EXCERPTED RECORDS »
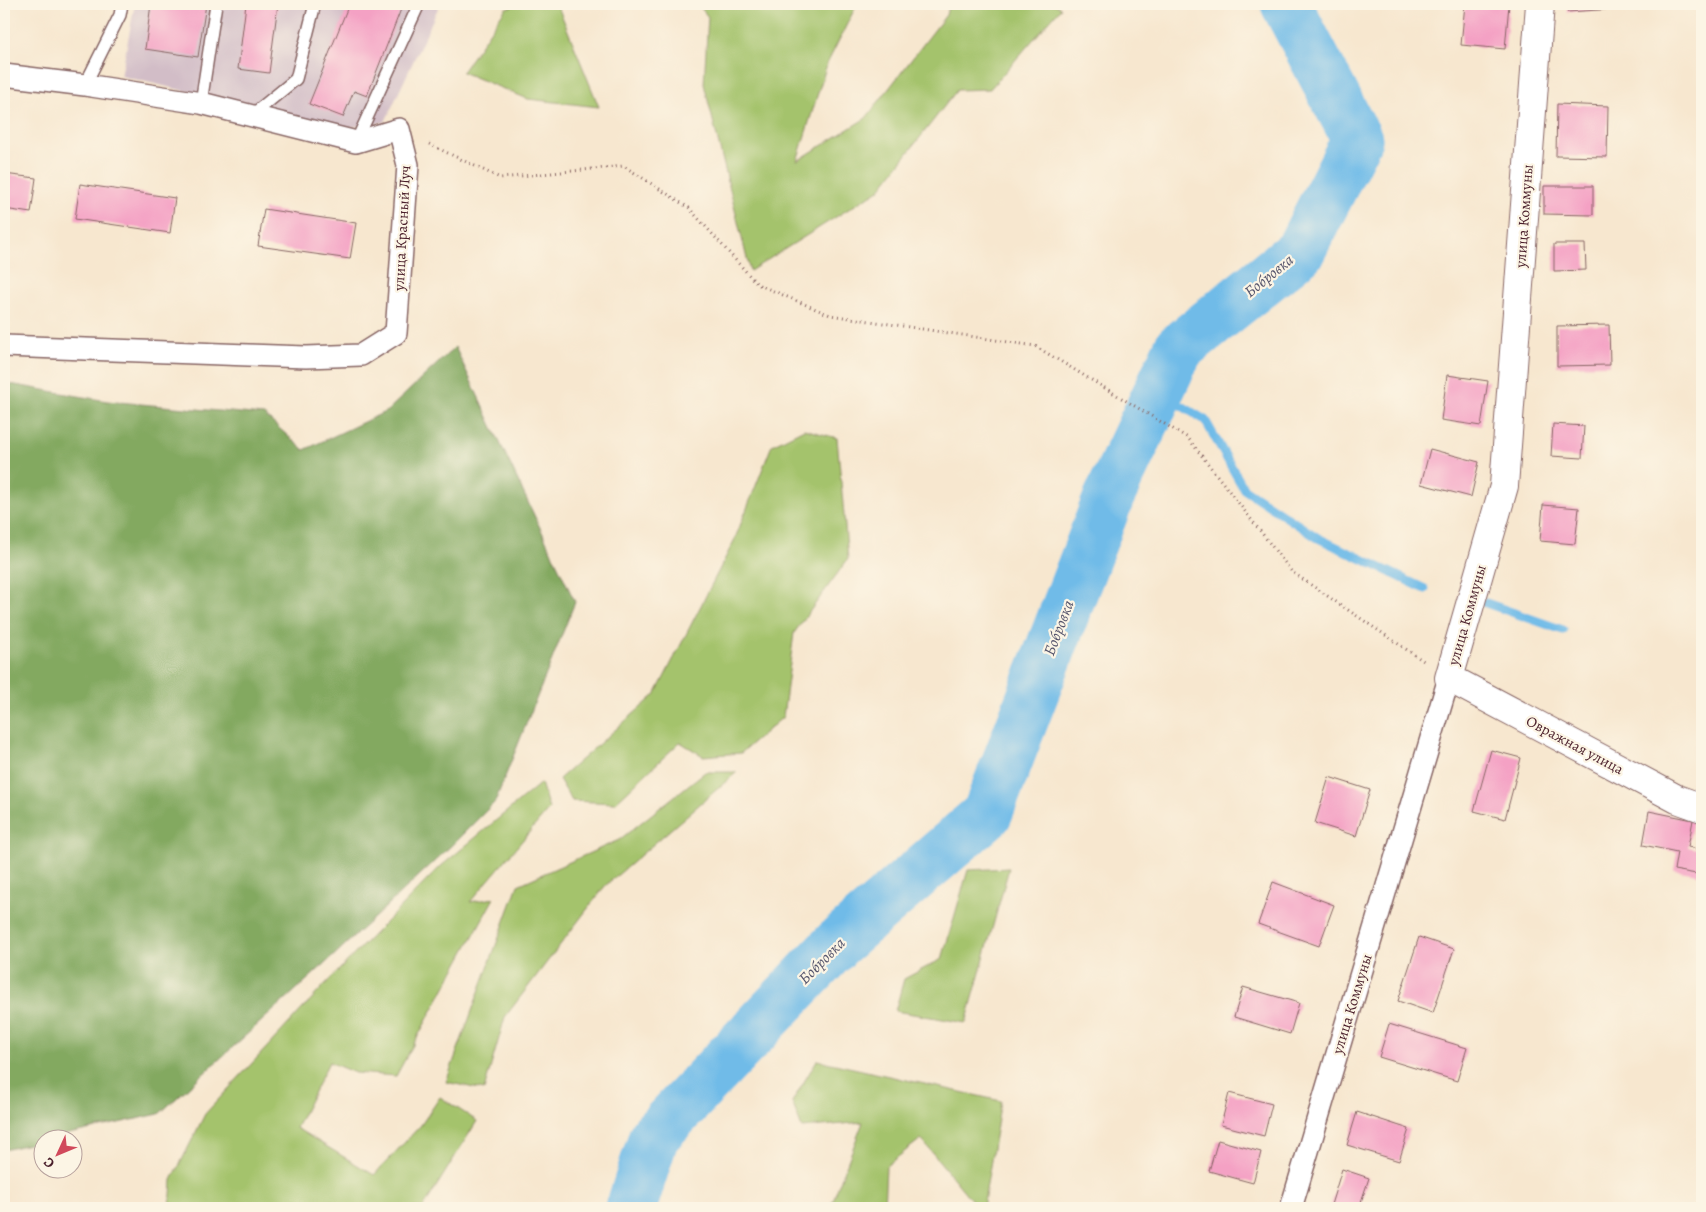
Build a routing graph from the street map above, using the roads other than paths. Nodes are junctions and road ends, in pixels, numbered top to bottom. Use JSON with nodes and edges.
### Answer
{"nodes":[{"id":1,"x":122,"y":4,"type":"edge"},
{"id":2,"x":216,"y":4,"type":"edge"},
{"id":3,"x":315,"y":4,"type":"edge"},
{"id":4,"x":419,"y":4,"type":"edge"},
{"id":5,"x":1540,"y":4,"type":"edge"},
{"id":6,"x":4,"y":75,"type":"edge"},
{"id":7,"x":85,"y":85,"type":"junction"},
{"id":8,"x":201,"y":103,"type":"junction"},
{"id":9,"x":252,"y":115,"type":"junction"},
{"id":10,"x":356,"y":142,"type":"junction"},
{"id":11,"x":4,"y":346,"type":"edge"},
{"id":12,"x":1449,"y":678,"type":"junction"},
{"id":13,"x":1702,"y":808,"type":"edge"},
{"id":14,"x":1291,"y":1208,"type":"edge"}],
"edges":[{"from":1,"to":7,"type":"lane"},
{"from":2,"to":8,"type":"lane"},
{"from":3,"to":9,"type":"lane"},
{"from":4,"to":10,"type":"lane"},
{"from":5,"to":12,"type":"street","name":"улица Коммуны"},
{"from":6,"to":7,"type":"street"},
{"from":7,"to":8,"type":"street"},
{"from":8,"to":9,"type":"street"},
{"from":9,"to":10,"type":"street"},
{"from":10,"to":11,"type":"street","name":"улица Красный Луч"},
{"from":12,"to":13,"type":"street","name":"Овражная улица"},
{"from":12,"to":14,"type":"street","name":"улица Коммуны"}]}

WORK REQUIRED »
Set out every record exactly, images excluded.

ANSWER SECTION »
Build a routing graph from the street map above, using the roads other than paths. Nodes are junctions and road ends, in pixels, numbered top to bottom. Use JSON with nodes and edges.
### Answer
{"nodes":[{"id":1,"x":122,"y":4,"type":"edge"},
{"id":2,"x":216,"y":4,"type":"edge"},
{"id":3,"x":315,"y":4,"type":"edge"},
{"id":4,"x":419,"y":4,"type":"edge"},
{"id":5,"x":1540,"y":4,"type":"edge"},
{"id":6,"x":4,"y":75,"type":"edge"},
{"id":7,"x":85,"y":85,"type":"junction"},
{"id":8,"x":201,"y":103,"type":"junction"},
{"id":9,"x":252,"y":115,"type":"junction"},
{"id":10,"x":356,"y":142,"type":"junction"},
{"id":11,"x":4,"y":346,"type":"edge"},
{"id":12,"x":1449,"y":678,"type":"junction"},
{"id":13,"x":1702,"y":808,"type":"edge"},
{"id":14,"x":1291,"y":1208,"type":"edge"}],
"edges":[{"from":1,"to":7,"type":"lane"},
{"from":2,"to":8,"type":"lane"},
{"from":3,"to":9,"type":"lane"},
{"from":4,"to":10,"type":"lane"},
{"from":5,"to":12,"type":"street","name":"улица Коммуны"},
{"from":6,"to":7,"type":"street"},
{"from":7,"to":8,"type":"street"},
{"from":8,"to":9,"type":"street"},
{"from":9,"to":10,"type":"street"},
{"from":10,"to":11,"type":"street","name":"улица Красный Луч"},
{"from":12,"to":13,"type":"street","name":"Овражная улица"},
{"from":12,"to":14,"type":"street","name":"улица Коммуны"}]}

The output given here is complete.